YOUR ASSIGNMENT
The records below must be returned exactly, with every picture left out.

DATA
·····

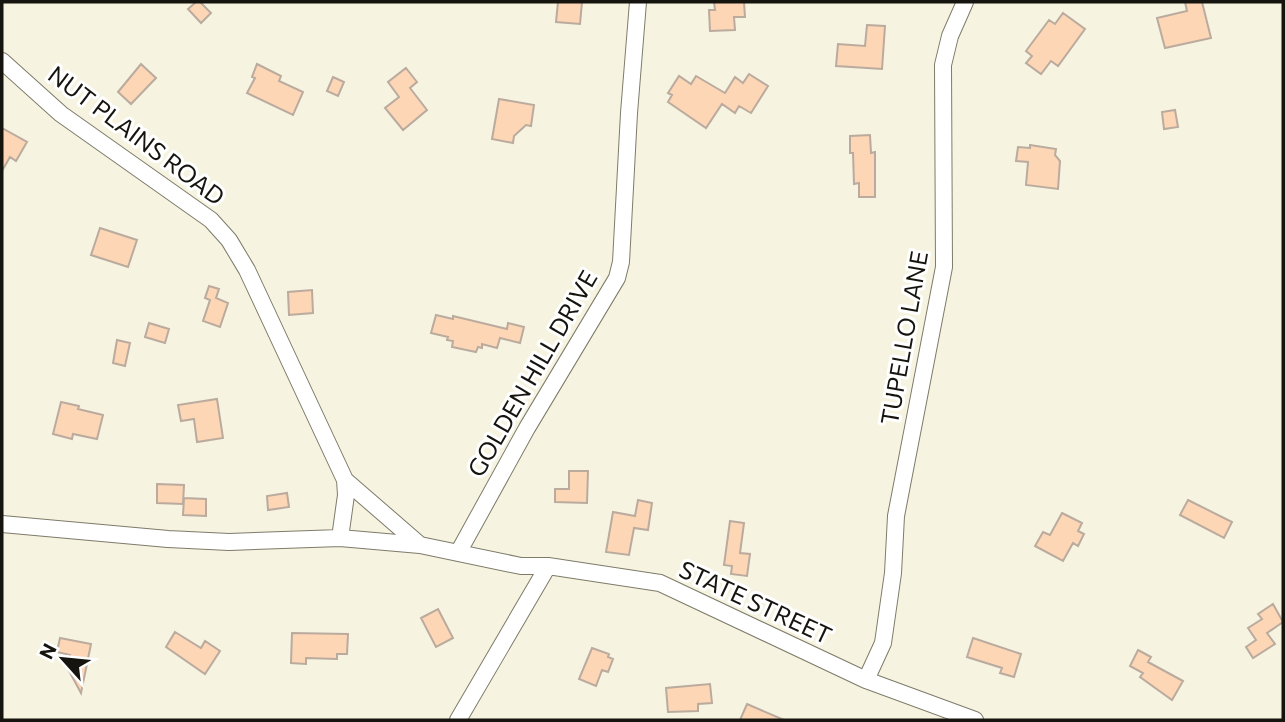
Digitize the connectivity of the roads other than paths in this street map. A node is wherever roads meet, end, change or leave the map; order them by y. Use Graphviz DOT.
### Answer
graph roads {
  1 [pos="638,2"];
  2 [pos="965,2"];
  3 [pos="2,61"];
  4 [pos="345,480"];
  5 [pos="2,524"];
  6 [pos="340,538"];
  7 [pos="420,545"];
  8 [pos="458,553"];
  9 [pos="548,566"];
  10 [pos="866,680"];
  11 [pos="458,720"];
  12 [pos="975,720"];
  1 -- 8 [label="street, GOLDEN HILL DRIVE"];
  2 -- 10 [label="street, TUPELLO LANE"];
  3 -- 4 [label="street, NUT PLAINS ROAD"];
  4 -- 6 [label="street, NUT PLAINS ROAD"];
  4 -- 7 [label="street, NUT PLAINS ROAD"];
  5 -- 6 [label="street, STATE STREET"];
  6 -- 7 [label="street, STATE STREET"];
  7 -- 8 [label="street, STATE STREET"];
  8 -- 9 [label="street, STATE STREET"];
  9 -- 10 [label="street, STATE STREET"];
  9 -- 11 [label="street"];
  10 -- 12 [label="street, STATE STREET"];
}
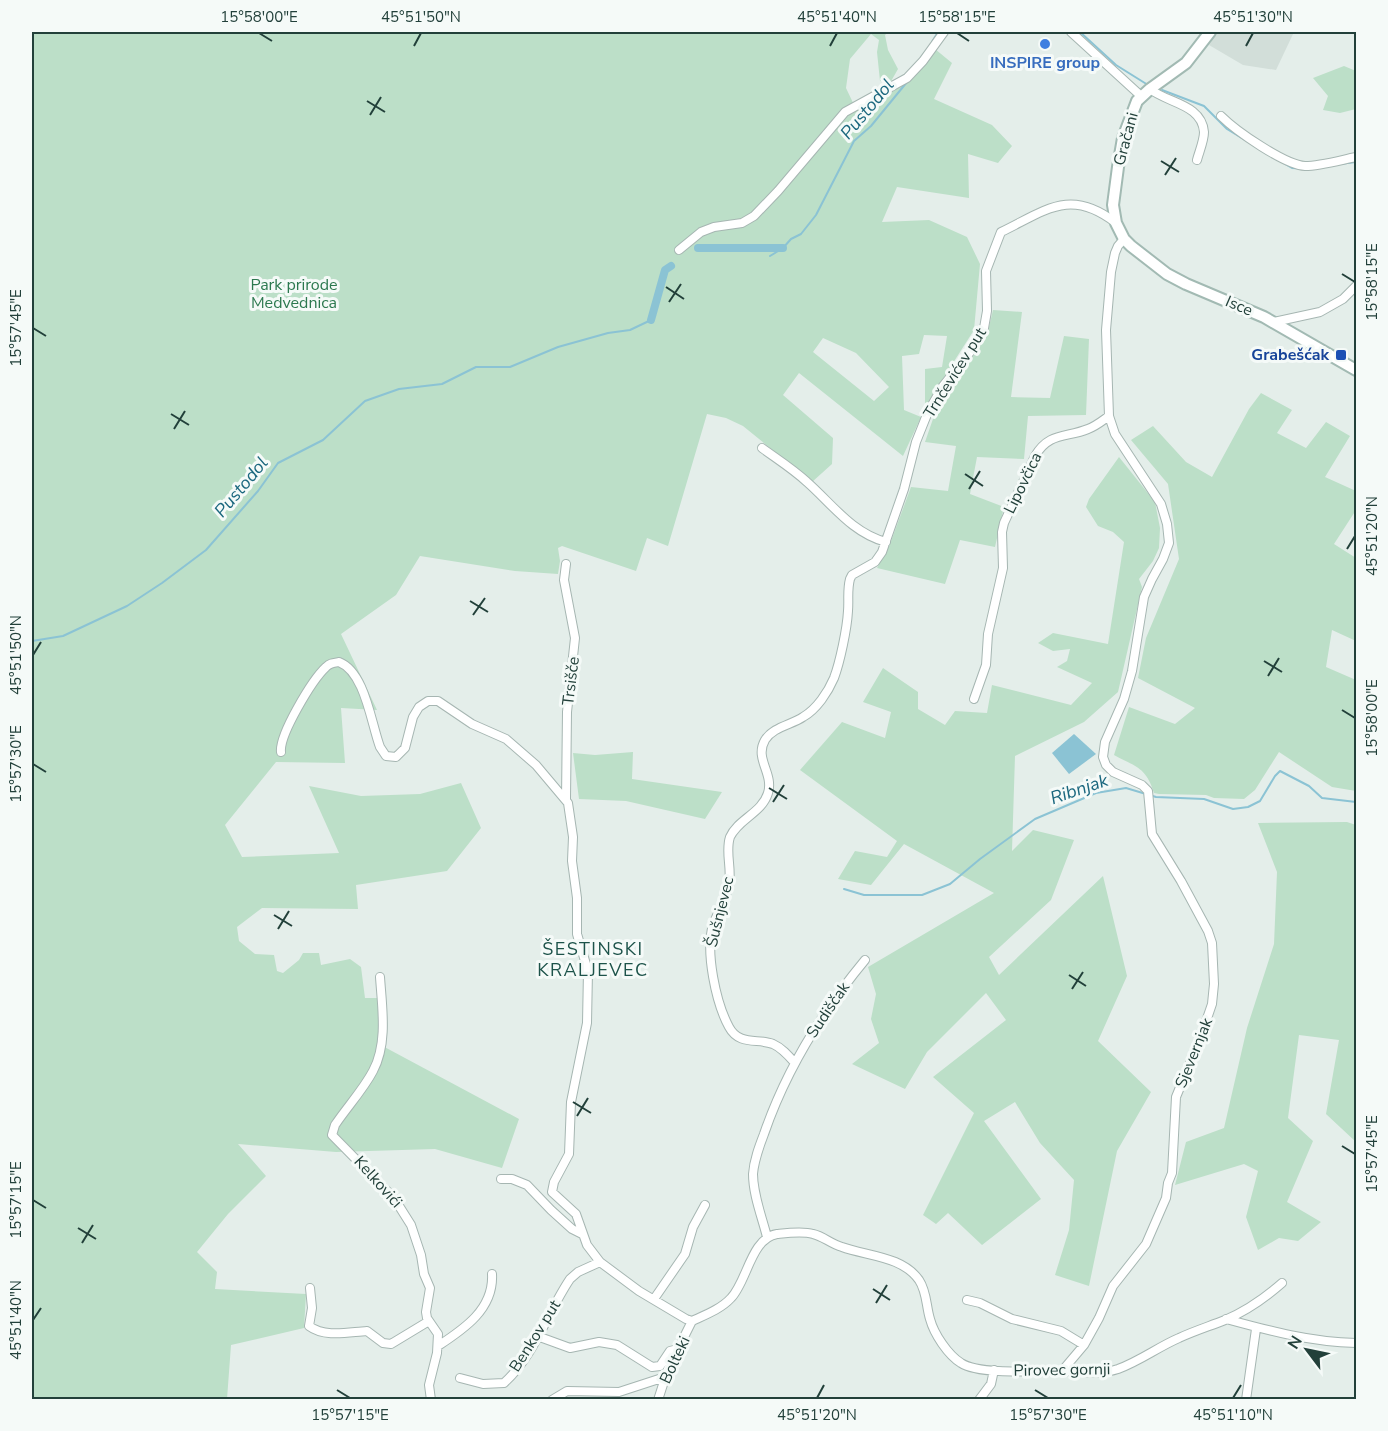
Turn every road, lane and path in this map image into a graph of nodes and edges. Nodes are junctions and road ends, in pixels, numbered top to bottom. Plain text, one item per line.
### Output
1 (944, 32) edge
2 (1071, 32) edge
3 (1210, 32) edge
4 (1145, 93) junction
5 (1221, 116) dead end
6 (1356, 157) edge
7 (1197, 160) dead end
8 (1113, 205) junction
9 (1097, 210) junction
10 (1116, 223) junction
11 (1124, 239) junction
12 (679, 250) dead end
13 (1356, 286) edge
14 (1274, 322) junction
15 (1356, 370) edge
16 (1109, 416) junction
17 (762, 448) dead end
18 (885, 542) junction
19 (566, 564) dead end
20 (974, 699) dead end
21 (281, 752) dead end
22 (566, 800) junction
23 (865, 960) dead end
24 (380, 977) dead end
25 (794, 1062) junction
26 (501, 1179) dead end
27 (705, 1205) dead end
28 (582, 1234) junction
29 (767, 1237) junction
30 (600, 1262) junction
31 (492, 1274) dead end
32 (1282, 1283) dead end
33 (310, 1288) dead end
34 (654, 1299) junction
35 (967, 1300) dead end
36 (1226, 1319) junction
37 (429, 1321) junction
38 (692, 1321) junction
39 (1256, 1329) junction
40 (537, 1336) junction
41 (1356, 1343) edge
42 (1084, 1345) junction
43 (438, 1346) junction
44 (678, 1349) junction
45 (994, 1370) junction
46 (1062, 1371) junction
47 (665, 1377) junction
48 (459, 1378) dead end
49 (431, 1400) edge
50 (552, 1400) edge
51 (658, 1400) edge
52 (979, 1400) edge
53 (1246, 1400) edge

1 - 12 street
2 - 4 street
3 - 4 street, Gračani
4 - 7 street
4 - 8 street, Gračani
5 - 6 street
8 - 9 street, Trnčevićev put
8 - 10 street, Gračani
9 - 10 street, Trnčevićev put
9 - 18 street, Trnčevićev put
10 - 11 street, Gračani
11 - 14 street, Isce
11 - 16 street
13 - 14 street
14 - 15 street, Isce
16 - 20 street, Lipovčica
16 - 42 street, Sjevernjak
17 - 18 street
18 - 25 street, Šušnjevec
19 - 22 street, Trsišče
21 - 22 street
22 - 28 street
23 - 25 street, Sudiščak
24 - 37 street, Kelkovići
25 - 29 street
26 - 28 street
27 - 34 street
28 - 30 street
29 - 38 street
29 - 45 street
30 - 34 street
30 - 40 street, Benkov put
31 - 43 street
32 - 36 street, Pirovec gornji
33 - 37 street
34 - 38 street
35 - 42 street
36 - 39 street
36 - 46 street, Pirovec gornji
37 - 43 street, Kelkovići
38 - 44 street, Bolteki
39 - 41 street
39 - 53 street
40 - 44 street
40 - 48 street, Benkov put
42 - 46 street, Sjevernjak
43 - 49 street
44 - 47 street, Bolteki
45 - 46 street, Pirovec gornji
45 - 52 street
47 - 50 street
47 - 51 street, Bolteki

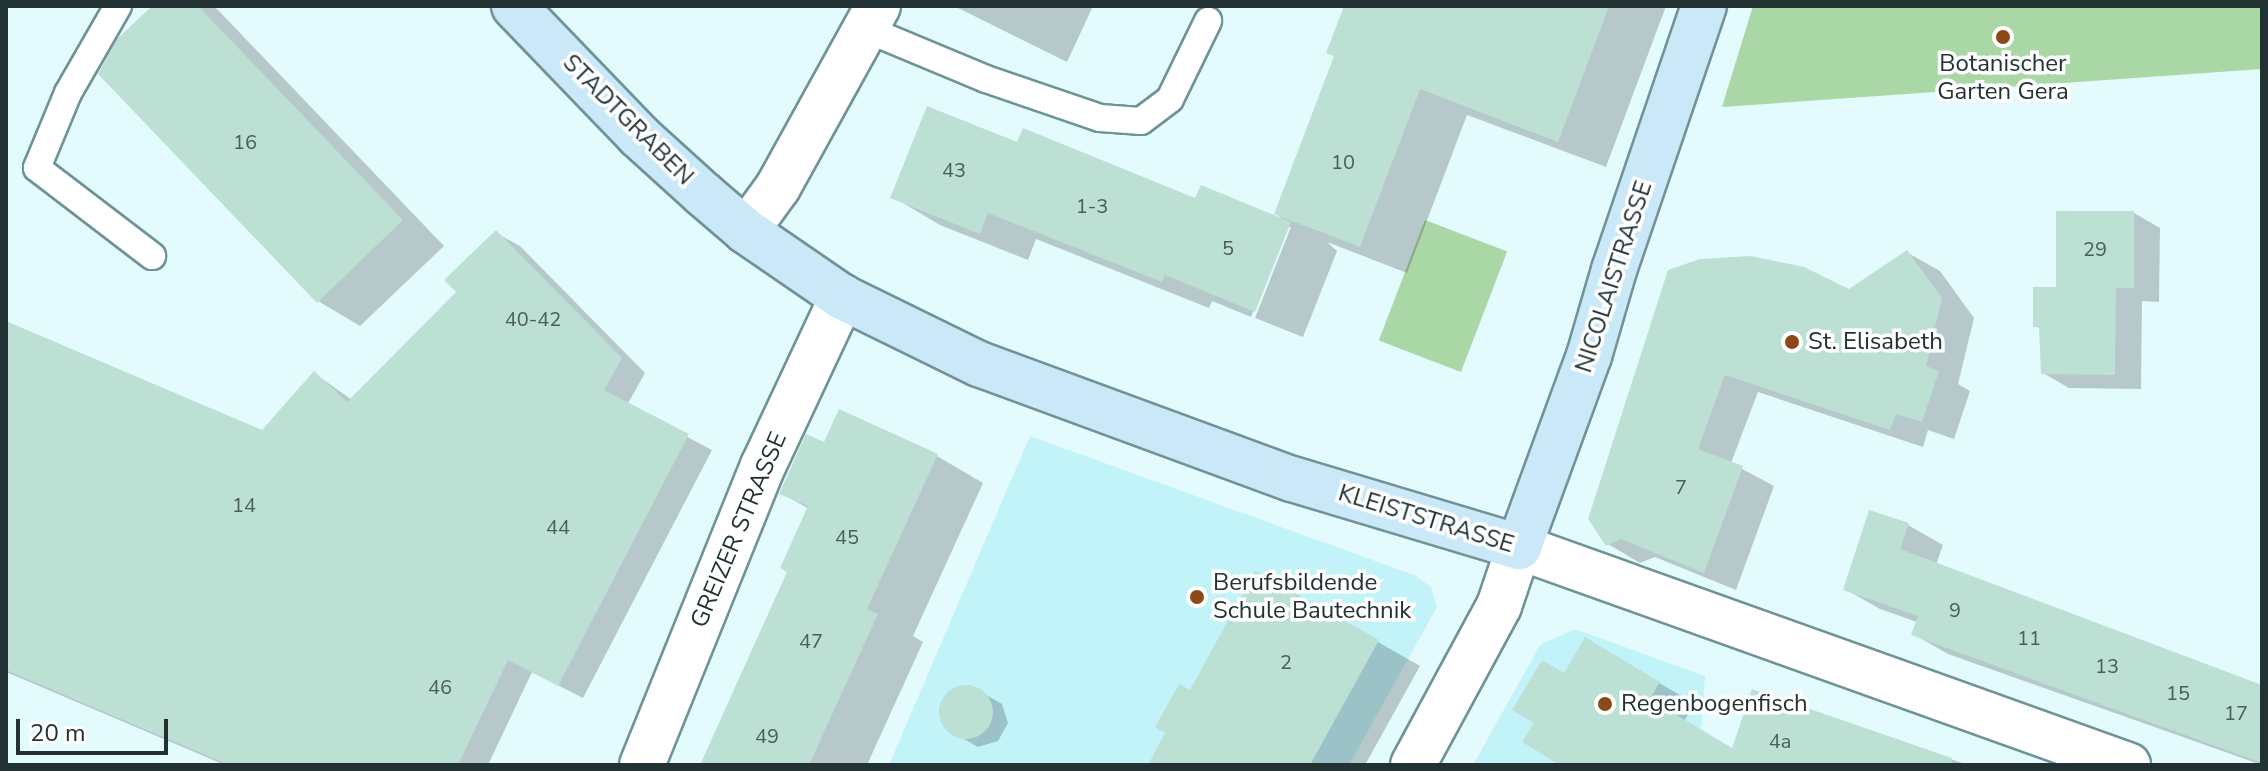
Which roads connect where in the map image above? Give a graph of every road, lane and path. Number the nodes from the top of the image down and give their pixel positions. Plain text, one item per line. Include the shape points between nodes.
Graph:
1 (118, 6) edge
2 (514, 6) edge
3 (1704, 6) edge
4 (872, 18) edge
5 (1208, 21) dead end
6 (746, 231) junction
7 (152, 256) dead end
8 (842, 297) junction
9 (1519, 547) junction
10 (642, 765) edge
11 (1413, 765) edge
12 (2128, 765) edge

1 - 7 lane via 68,93 37,168
2 - 6 main road, STADTGRABEN via 639,136
3 - 9 main road, NICOLAISTRASSE via 1589,356
4 - 5 lane via 986,79 1086,114 1141,121 1170,99
4 - 6 street via 778,187
6 - 8 main road, KLEISTSTRASSE
8 - 9 main road, KLEISTSTRASSE via 979,364 1247,463
8 - 10 street, GREIZER STRASSE via 763,466
9 - 11 street via 1499,606
9 - 12 street, KLEISTSTRASSE

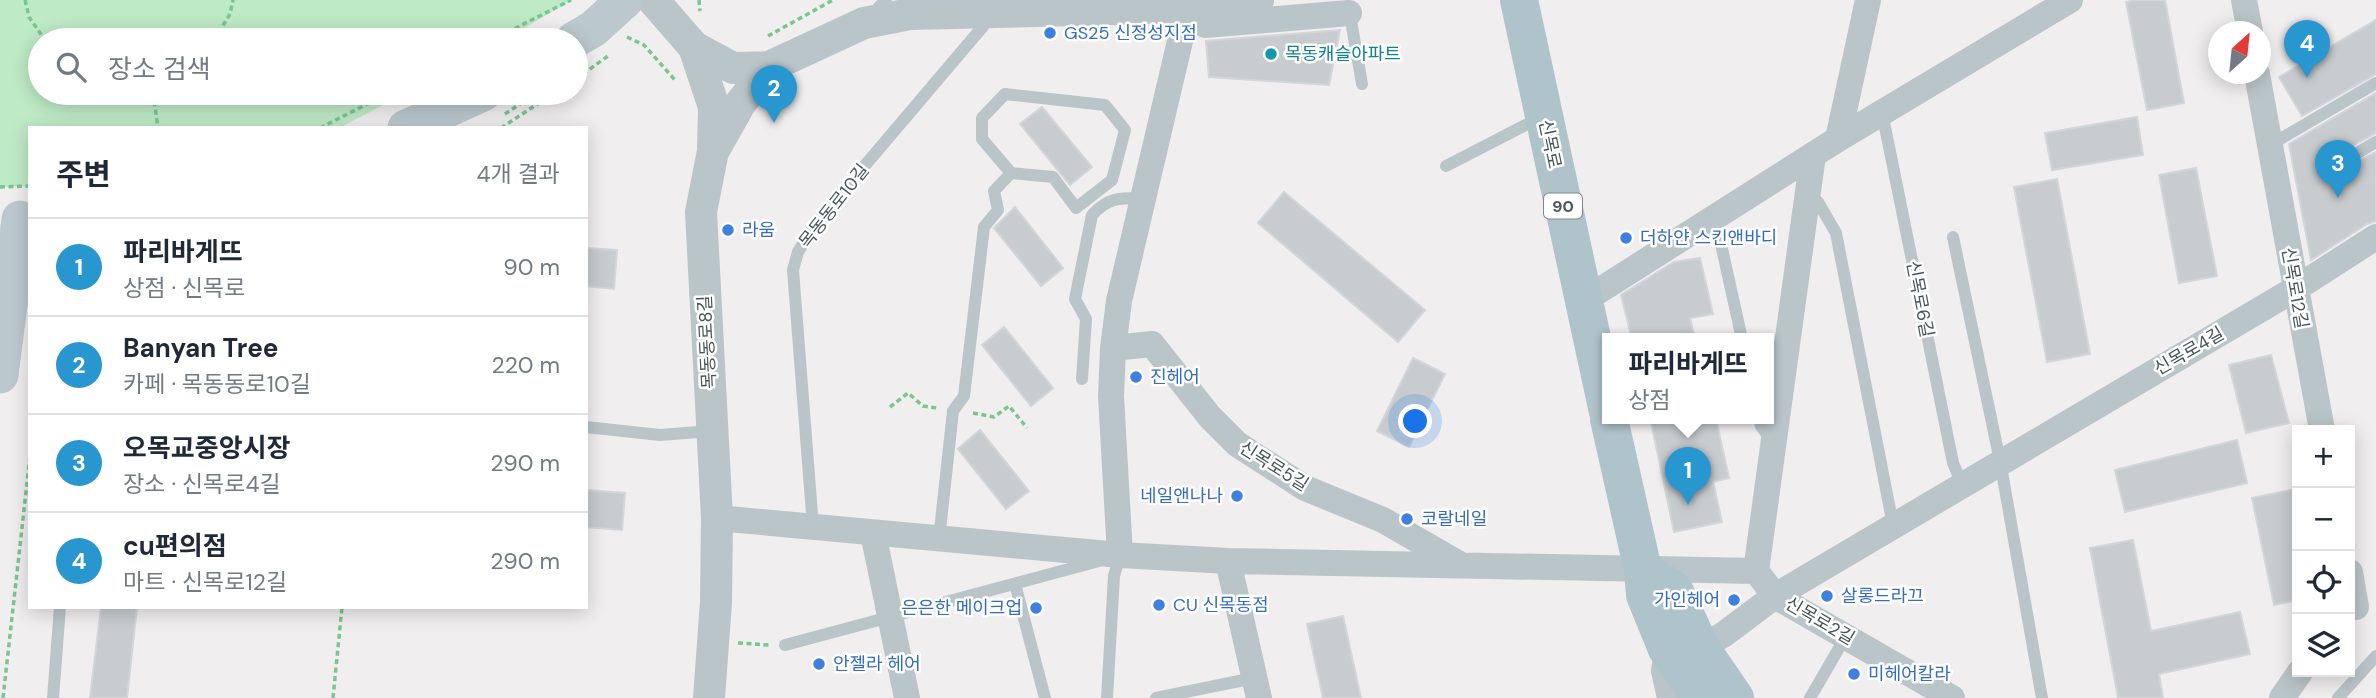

·····

RESPONSE
Digitize the connectivity of the roads other than paths in this street map. A node is wherever roads meet, end, change or leave the map; order them by y. Use Graphviz DOT.
### Answer
graph roads {
  1 [pos="638,2"];
  2 [pos="965,2"];
  3 [pos="2,61"];
  4 [pos="345,480"];
  5 [pos="2,524"];
  6 [pos="340,538"];
  7 [pos="420,545"];
  8 [pos="458,553"];
  9 [pos="548,566"];
  10 [pos="866,680"];
  11 [pos="458,720"];
  12 [pos="975,720"];
  1 -- 8 [label="street, GOLDEN HILL DRIVE"];
  2 -- 10 [label="street, TUPELLO LANE"];
  3 -- 4 [label="street, NUT PLAINS ROAD"];
  4 -- 6 [label="street, NUT PLAINS ROAD"];
  4 -- 7 [label="street, NUT PLAINS ROAD"];
  5 -- 6 [label="street, STATE STREET"];
  6 -- 7 [label="street, STATE STREET"];
  7 -- 8 [label="street, STATE STREET"];
  8 -- 9 [label="street, STATE STREET"];
  9 -- 10 [label="street, STATE STREET"];
  9 -- 11 [label="street"];
  10 -- 12 [label="street, STATE STREET"];
}
Turn every road, lane and path in this map image into a graph of nodes and edges. Nodes are junctions and road ends, in pixels, numbered top to bottom. Plain text, one item per line.
### Output
1 (944, 32) edge
2 (1071, 32) edge
3 (1210, 32) edge
4 (1145, 93) junction
5 (1221, 116) dead end
6 (1356, 157) edge
7 (1197, 160) dead end
8 (1113, 205) junction
9 (1097, 210) junction
10 (1116, 223) junction
11 (1124, 239) junction
12 (679, 250) dead end
13 (1356, 286) edge
14 (1274, 322) junction
15 (1356, 370) edge
16 (1109, 416) junction
17 (762, 448) dead end
18 (885, 542) junction
19 (566, 564) dead end
20 (974, 699) dead end
21 (281, 752) dead end
22 (566, 800) junction
23 (865, 960) dead end
24 (380, 977) dead end
25 (794, 1062) junction
26 (501, 1179) dead end
27 (705, 1205) dead end
28 (582, 1234) junction
29 (767, 1237) junction
30 (600, 1262) junction
31 (492, 1274) dead end
32 (1282, 1283) dead end
33 (310, 1288) dead end
34 (654, 1299) junction
35 (967, 1300) dead end
36 (1226, 1319) junction
37 (429, 1321) junction
38 (692, 1321) junction
39 (1256, 1329) junction
40 (537, 1336) junction
41 (1356, 1343) edge
42 (1084, 1345) junction
43 (438, 1346) junction
44 (678, 1349) junction
45 (994, 1370) junction
46 (1062, 1371) junction
47 (665, 1377) junction
48 (459, 1378) dead end
49 (431, 1400) edge
50 (552, 1400) edge
51 (658, 1400) edge
52 (979, 1400) edge
53 (1246, 1400) edge

1 - 12 street
2 - 4 street
3 - 4 street, Gračani
4 - 7 street
4 - 8 street, Gračani
5 - 6 street
8 - 9 street, Trnčevićev put
8 - 10 street, Gračani
9 - 10 street, Trnčevićev put
9 - 18 street, Trnčevićev put
10 - 11 street, Gračani
11 - 14 street, Isce
11 - 16 street
13 - 14 street
14 - 15 street, Isce
16 - 20 street, Lipovčica
16 - 42 street, Sjevernjak
17 - 18 street
18 - 25 street, Šušnjevec
19 - 22 street, Trsišče
21 - 22 street
22 - 28 street
23 - 25 street, Sudiščak
24 - 37 street, Kelkovići
25 - 29 street
26 - 28 street
27 - 34 street
28 - 30 street
29 - 38 street
29 - 45 street
30 - 34 street
30 - 40 street, Benkov put
31 - 43 street
32 - 36 street, Pirovec gornji
33 - 37 street
34 - 38 street
35 - 42 street
36 - 39 street
36 - 46 street, Pirovec gornji
37 - 43 street, Kelkovići
38 - 44 street, Bolteki
39 - 41 street
39 - 53 street
40 - 44 street
40 - 48 street, Benkov put
42 - 46 street, Sjevernjak
43 - 49 street
44 - 47 street, Bolteki
45 - 46 street, Pirovec gornji
45 - 52 street
47 - 50 street
47 - 51 street, Bolteki

Which roads connect where in the map image above? Give a graph of every road, lane and path. Number the nodes from the top of the image down and give their pixel positions. Plain text, one item per line. Include the shape points between nodes.
Graph:
1 (118, 6) edge
2 (514, 6) edge
3 (1704, 6) edge
4 (872, 18) edge
5 (1208, 21) dead end
6 (746, 231) junction
7 (152, 256) dead end
8 (842, 297) junction
9 (1519, 547) junction
10 (642, 765) edge
11 (1413, 765) edge
12 (2128, 765) edge

1 - 7 lane via 68,93 37,168
2 - 6 main road, STADTGRABEN via 639,136
3 - 9 main road, NICOLAISTRASSE via 1589,356
4 - 5 lane via 986,79 1086,114 1141,121 1170,99
4 - 6 street via 778,187
6 - 8 main road, KLEISTSTRASSE
8 - 9 main road, KLEISTSTRASSE via 979,364 1247,463
8 - 10 street, GREIZER STRASSE via 763,466
9 - 11 street via 1499,606
9 - 12 street, KLEISTSTRASSE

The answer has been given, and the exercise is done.